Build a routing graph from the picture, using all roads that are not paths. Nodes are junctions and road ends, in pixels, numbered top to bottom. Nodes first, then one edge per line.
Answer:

- - - - -

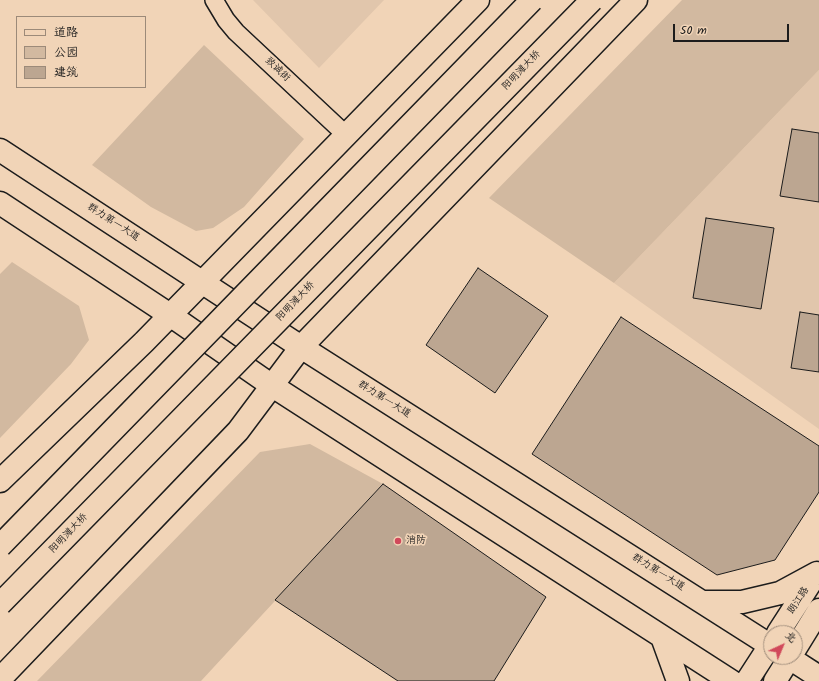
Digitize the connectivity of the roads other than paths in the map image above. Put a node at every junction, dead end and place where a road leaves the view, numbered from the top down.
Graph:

- - - - -

Work required: Go through the listing above and copy each line in which the string "from" is found.

Reply:
Build a routing graph from the picture, using all roads that are not paths. Nodes are junctions and road ends, in pixels, numbered top to bottom. Nodes first, then one edge per line.
Digitize the connectivity of the roads other than paths in the map image above. Put a node at every junction, dead end and place where a road leaves the view, numbered from the top down.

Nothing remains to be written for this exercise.